(Beginning of DATA EXCERPTS)
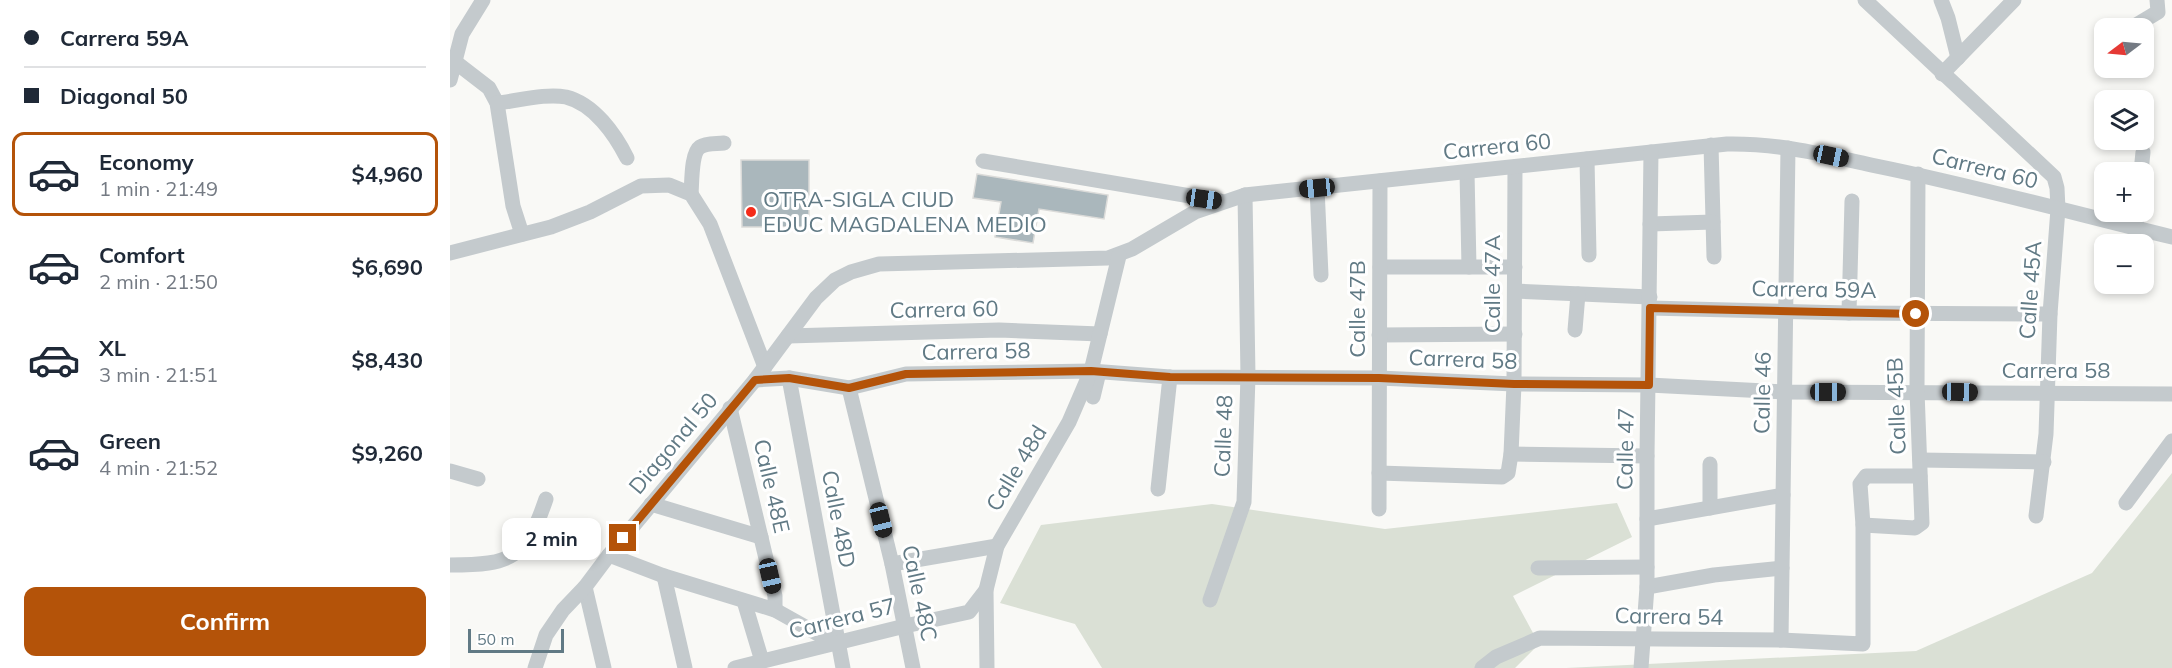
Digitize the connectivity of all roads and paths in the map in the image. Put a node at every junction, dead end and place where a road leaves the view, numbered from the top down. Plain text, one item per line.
(End of DATA EXCERPTS)
(Beginning of DATA EXCERPTS)
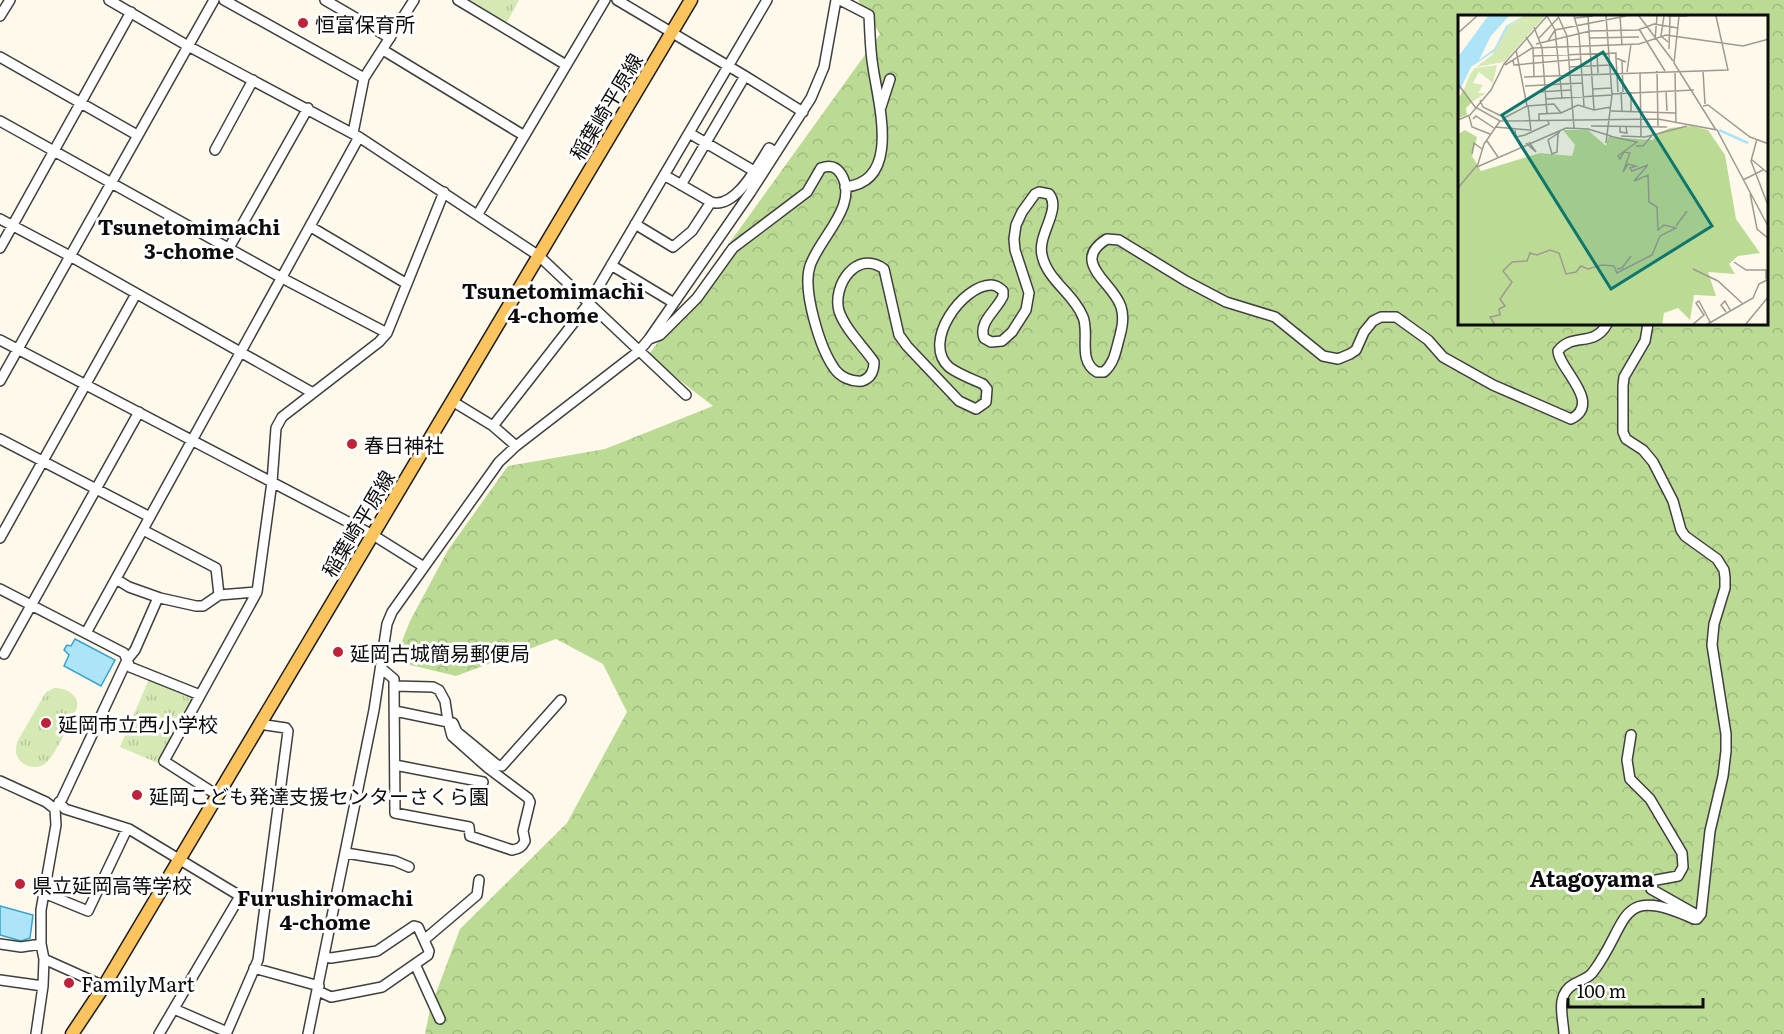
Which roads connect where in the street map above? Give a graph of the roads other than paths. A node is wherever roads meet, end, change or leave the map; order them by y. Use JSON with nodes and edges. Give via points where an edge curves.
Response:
(End of DATA EXCERPTS)
* _THE TASK_: Sift the material for lines that include the word "where", and copy each one.

* _EXERCISE RESPONSE_:
Digitize the connectivity of all roads and paths in the map in the image. Put a node at every junction, dead end and place where a road leaves the view, numbered from the top down. Plain text, one item per line.
Which roads connect where in the street map above? Give a graph of the roads other than paths. A node is wherever roads meet, end, change or leave the map; order them by y. Use JSON with nodes and edges. Give via points where an edge curves.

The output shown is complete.